**Assigned task**
Copy all lines in the data that contain the string "Plain".

*** Opening Extracted information ***

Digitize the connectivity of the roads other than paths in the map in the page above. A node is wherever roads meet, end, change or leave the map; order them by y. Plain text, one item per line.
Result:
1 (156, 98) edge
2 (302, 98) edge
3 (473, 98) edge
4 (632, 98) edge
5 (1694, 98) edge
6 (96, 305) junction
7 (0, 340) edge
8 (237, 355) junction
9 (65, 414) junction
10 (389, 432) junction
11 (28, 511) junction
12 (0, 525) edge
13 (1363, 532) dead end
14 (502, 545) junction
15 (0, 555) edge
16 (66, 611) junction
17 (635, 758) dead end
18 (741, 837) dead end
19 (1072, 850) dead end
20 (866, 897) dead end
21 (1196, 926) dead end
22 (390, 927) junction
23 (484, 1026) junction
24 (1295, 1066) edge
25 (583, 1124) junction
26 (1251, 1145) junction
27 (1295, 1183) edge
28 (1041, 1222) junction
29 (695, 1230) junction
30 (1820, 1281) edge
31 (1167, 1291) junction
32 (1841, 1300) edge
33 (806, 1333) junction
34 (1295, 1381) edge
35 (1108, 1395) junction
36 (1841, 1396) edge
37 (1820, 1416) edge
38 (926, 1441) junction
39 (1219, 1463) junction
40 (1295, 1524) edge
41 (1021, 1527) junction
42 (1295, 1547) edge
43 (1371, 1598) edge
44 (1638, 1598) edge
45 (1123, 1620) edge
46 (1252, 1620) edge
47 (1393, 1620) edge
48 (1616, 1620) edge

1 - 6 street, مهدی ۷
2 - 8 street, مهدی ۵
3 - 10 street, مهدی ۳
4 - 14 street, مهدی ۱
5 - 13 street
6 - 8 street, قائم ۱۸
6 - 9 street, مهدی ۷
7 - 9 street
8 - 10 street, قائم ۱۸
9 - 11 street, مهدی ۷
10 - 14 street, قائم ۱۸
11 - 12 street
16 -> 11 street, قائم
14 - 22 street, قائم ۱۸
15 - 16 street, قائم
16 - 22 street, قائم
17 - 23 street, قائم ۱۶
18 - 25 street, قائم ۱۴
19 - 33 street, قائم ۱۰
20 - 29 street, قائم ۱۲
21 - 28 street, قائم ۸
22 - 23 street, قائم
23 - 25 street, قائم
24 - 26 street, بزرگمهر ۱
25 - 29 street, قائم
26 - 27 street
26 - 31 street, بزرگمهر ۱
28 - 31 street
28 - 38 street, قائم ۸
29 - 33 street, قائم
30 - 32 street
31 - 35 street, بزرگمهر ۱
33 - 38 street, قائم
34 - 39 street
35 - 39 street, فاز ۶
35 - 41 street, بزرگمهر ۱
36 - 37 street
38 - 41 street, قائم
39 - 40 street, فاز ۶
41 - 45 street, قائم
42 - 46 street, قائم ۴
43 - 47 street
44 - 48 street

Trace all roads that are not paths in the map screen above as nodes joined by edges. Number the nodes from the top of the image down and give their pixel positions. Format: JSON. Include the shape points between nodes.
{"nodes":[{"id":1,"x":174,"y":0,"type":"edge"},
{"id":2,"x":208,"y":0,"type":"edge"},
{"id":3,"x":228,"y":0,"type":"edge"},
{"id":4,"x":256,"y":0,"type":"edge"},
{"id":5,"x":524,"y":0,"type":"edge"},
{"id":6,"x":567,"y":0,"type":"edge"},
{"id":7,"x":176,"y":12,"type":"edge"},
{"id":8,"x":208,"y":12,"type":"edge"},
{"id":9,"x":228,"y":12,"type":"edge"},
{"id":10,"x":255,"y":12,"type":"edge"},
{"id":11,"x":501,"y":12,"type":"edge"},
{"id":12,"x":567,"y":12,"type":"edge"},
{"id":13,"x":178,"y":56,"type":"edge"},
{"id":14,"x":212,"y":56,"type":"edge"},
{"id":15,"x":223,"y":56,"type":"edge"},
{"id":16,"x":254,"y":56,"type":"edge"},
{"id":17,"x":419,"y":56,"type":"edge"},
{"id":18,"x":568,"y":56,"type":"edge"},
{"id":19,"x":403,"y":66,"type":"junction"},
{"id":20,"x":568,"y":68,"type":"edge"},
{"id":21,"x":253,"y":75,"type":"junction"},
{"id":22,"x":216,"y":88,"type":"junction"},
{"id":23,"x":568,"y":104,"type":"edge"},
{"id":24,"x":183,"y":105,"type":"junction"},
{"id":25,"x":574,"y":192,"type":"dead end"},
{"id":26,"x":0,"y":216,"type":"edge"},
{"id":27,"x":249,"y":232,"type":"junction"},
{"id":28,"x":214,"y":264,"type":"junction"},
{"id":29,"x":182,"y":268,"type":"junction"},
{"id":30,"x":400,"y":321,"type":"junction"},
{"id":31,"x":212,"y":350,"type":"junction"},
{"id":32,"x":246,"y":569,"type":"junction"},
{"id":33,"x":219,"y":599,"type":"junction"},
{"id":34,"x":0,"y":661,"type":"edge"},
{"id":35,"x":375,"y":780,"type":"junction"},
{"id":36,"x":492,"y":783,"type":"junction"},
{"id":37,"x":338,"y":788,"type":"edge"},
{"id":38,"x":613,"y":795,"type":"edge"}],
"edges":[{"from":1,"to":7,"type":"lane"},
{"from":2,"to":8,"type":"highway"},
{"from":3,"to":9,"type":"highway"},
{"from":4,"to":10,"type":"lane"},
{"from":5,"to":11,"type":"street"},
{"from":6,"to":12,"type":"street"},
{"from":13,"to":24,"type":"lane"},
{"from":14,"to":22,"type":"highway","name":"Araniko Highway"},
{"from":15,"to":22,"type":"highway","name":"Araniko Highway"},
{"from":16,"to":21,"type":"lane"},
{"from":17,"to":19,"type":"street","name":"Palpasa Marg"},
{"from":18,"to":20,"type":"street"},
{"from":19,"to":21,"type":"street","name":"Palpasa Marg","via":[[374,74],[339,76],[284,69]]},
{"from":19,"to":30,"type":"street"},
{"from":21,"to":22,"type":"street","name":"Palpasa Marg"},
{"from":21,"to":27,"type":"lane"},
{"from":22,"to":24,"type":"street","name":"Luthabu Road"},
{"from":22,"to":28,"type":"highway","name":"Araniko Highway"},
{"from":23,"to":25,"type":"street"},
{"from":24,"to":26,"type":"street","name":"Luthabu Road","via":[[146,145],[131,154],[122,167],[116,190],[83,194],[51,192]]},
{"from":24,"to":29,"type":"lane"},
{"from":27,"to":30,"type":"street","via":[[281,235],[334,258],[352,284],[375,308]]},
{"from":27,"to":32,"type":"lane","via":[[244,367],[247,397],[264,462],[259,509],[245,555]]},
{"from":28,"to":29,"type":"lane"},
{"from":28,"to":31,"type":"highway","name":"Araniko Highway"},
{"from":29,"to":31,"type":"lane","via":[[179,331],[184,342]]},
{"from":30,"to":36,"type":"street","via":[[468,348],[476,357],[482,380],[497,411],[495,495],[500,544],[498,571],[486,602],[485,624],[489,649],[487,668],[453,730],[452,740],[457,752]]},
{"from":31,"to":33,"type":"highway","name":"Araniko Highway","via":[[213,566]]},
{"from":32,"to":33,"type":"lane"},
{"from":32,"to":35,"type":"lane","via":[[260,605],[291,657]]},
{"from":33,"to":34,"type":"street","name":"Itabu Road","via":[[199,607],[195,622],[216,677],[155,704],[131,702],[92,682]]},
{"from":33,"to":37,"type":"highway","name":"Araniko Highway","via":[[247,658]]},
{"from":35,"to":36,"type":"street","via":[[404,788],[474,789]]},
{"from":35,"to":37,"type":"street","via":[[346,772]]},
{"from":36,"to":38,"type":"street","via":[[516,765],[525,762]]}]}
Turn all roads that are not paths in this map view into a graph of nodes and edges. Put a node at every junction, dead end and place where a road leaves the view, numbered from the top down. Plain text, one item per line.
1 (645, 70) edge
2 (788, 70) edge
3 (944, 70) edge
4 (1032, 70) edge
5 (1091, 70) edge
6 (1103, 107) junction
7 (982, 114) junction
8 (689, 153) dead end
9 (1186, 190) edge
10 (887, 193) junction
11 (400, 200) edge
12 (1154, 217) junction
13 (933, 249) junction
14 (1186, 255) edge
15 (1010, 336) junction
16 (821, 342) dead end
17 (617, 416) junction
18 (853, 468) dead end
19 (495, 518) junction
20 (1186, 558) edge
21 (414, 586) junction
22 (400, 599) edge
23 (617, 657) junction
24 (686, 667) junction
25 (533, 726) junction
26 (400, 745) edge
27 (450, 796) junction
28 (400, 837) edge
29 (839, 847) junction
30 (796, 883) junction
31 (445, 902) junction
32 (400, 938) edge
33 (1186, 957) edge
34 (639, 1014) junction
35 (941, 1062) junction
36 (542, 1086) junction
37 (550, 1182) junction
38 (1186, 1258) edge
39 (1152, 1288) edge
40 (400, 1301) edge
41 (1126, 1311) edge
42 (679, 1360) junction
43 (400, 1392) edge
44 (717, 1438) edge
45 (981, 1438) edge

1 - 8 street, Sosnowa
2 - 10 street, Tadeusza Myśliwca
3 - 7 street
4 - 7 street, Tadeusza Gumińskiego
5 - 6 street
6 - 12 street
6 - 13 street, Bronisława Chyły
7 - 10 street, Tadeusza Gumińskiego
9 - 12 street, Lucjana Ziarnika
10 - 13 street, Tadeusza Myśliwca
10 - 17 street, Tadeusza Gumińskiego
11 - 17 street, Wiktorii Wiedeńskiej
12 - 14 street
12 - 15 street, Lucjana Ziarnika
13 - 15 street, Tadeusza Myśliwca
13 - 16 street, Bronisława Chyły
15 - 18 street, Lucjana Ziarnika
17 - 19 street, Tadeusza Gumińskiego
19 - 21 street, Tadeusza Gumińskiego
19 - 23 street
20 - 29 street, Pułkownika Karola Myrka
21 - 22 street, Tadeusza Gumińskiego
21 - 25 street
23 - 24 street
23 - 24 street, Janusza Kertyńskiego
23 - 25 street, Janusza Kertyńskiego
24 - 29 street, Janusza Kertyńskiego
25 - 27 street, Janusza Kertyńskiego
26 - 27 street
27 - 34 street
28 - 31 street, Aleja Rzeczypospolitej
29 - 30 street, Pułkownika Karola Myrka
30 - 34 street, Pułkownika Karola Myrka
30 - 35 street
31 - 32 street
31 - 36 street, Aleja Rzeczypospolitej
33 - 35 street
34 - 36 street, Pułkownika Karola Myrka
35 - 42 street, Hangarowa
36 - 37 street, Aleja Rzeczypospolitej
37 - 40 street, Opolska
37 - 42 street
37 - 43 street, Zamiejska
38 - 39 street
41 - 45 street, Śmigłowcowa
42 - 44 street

*** Closing Extracted information ***

**Exercise response**
Digitize the connectivity of the roads other than paths in the map in the page above. A node is wherever roads meet, end, change or leave the map; order them by y. Plain text, one item per line.
Turn all roads that are not paths in this map view into a graph of nodes and edges. Put a node at every junction, dead end and place where a road leaves the view, numbered from the top down. Plain text, one item per line.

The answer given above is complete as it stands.